__About this exercise__: Would you return every entry below without a single difference?

__Information__:
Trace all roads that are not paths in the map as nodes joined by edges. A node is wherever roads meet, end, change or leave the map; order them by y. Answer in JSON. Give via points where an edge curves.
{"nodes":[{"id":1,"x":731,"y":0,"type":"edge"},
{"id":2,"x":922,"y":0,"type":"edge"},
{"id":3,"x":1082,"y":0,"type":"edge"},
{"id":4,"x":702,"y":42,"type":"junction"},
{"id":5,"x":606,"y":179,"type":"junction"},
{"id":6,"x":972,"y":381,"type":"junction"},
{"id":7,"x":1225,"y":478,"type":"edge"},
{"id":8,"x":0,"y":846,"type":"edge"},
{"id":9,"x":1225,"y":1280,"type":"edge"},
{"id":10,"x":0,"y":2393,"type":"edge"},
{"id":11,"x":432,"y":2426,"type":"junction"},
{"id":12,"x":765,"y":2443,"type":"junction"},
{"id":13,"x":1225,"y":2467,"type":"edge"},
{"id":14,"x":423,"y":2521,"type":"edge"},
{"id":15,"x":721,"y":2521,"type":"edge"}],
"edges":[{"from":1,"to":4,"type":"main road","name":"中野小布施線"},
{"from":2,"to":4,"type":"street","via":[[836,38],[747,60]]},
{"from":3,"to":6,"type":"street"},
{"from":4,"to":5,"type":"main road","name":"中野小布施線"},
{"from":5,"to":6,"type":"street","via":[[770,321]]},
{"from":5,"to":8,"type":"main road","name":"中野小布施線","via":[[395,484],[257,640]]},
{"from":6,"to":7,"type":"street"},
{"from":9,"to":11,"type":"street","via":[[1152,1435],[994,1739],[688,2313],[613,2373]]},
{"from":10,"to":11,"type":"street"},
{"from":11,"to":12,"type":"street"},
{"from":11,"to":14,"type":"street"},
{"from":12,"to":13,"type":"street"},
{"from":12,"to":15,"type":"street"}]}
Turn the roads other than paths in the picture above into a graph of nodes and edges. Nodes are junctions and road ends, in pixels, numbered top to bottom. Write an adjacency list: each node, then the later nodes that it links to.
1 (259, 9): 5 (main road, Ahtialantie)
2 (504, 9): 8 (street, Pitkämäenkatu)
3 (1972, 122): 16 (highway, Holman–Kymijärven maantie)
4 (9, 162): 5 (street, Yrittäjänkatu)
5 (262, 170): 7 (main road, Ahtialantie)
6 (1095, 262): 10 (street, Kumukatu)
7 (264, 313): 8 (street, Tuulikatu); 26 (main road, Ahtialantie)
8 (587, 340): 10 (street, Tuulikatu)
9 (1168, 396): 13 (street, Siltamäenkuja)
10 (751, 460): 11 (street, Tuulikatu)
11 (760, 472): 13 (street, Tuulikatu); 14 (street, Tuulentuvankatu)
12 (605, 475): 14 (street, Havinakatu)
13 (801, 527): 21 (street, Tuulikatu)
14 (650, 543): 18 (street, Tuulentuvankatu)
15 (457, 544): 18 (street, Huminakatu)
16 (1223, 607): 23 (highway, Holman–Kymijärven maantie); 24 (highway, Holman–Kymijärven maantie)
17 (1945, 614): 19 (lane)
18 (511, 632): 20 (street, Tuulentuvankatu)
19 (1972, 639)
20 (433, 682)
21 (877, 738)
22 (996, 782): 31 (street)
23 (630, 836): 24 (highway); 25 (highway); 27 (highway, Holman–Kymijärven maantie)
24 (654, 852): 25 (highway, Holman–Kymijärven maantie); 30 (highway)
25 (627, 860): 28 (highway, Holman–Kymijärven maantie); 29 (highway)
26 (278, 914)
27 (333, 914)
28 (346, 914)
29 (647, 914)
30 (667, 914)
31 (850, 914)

__Problem solution__:
Trace all roads that are not paths in the map as nodes joined by edges. A node is wherever roads meet, end, change or leave the map; order them by y. Answer in JSON. Give via points where an edge curves.
{"nodes":[{"id":1,"x":731,"y":0,"type":"edge"},
{"id":2,"x":922,"y":0,"type":"edge"},
{"id":3,"x":1082,"y":0,"type":"edge"},
{"id":4,"x":702,"y":42,"type":"junction"},
{"id":5,"x":606,"y":179,"type":"junction"},
{"id":6,"x":972,"y":381,"type":"junction"},
{"id":7,"x":1225,"y":478,"type":"edge"},
{"id":8,"x":0,"y":846,"type":"edge"},
{"id":9,"x":1225,"y":1280,"type":"edge"},
{"id":10,"x":0,"y":2393,"type":"edge"},
{"id":11,"x":432,"y":2426,"type":"junction"},
{"id":12,"x":765,"y":2443,"type":"junction"},
{"id":13,"x":1225,"y":2467,"type":"edge"},
{"id":14,"x":423,"y":2521,"type":"edge"},
{"id":15,"x":721,"y":2521,"type":"edge"}],
"edges":[{"from":1,"to":4,"type":"main road","name":"中野小布施線"},
{"from":2,"to":4,"type":"street","via":[[836,38],[747,60]]},
{"from":3,"to":6,"type":"street"},
{"from":4,"to":5,"type":"main road","name":"中野小布施線"},
{"from":5,"to":6,"type":"street","via":[[770,321]]},
{"from":5,"to":8,"type":"main road","name":"中野小布施線","via":[[395,484],[257,640]]},
{"from":6,"to":7,"type":"street"},
{"from":9,"to":11,"type":"street","via":[[1152,1435],[994,1739],[688,2313],[613,2373]]},
{"from":10,"to":11,"type":"street"},
{"from":11,"to":12,"type":"street"},
{"from":11,"to":14,"type":"street"},
{"from":12,"to":13,"type":"street"},
{"from":12,"to":15,"type":"street"}]}
Turn the roads other than paths in the picture above into a graph of nodes and edges. Nodes are junctions and road ends, in pixels, numbered top to bottom. Write an adjacency list: each node, then the later nodes that it links to.
1 (259, 9): 5 (main road, Ahtialantie)
2 (504, 9): 8 (street, Pitkämäenkatu)
3 (1972, 122): 16 (highway, Holman–Kymijärven maantie)
4 (9, 162): 5 (street, Yrittäjänkatu)
5 (262, 170): 7 (main road, Ahtialantie)
6 (1095, 262): 10 (street, Kumukatu)
7 (264, 313): 8 (street, Tuulikatu); 26 (main road, Ahtialantie)
8 (587, 340): 10 (street, Tuulikatu)
9 (1168, 396): 13 (street, Siltamäenkuja)
10 (751, 460): 11 (street, Tuulikatu)
11 (760, 472): 13 (street, Tuulikatu); 14 (street, Tuulentuvankatu)
12 (605, 475): 14 (street, Havinakatu)
13 (801, 527): 21 (street, Tuulikatu)
14 (650, 543): 18 (street, Tuulentuvankatu)
15 (457, 544): 18 (street, Huminakatu)
16 (1223, 607): 23 (highway, Holman–Kymijärven maantie); 24 (highway, Holman–Kymijärven maantie)
17 (1945, 614): 19 (lane)
18 (511, 632): 20 (street, Tuulentuvankatu)
19 (1972, 639)
20 (433, 682)
21 (877, 738)
22 (996, 782): 31 (street)
23 (630, 836): 24 (highway); 25 (highway); 27 (highway, Holman–Kymijärven maantie)
24 (654, 852): 25 (highway, Holman–Kymijärven maantie); 30 (highway)
25 (627, 860): 28 (highway, Holman–Kymijärven maantie); 29 (highway)
26 (278, 914)
27 (333, 914)
28 (346, 914)
29 (647, 914)
30 (667, 914)
31 (850, 914)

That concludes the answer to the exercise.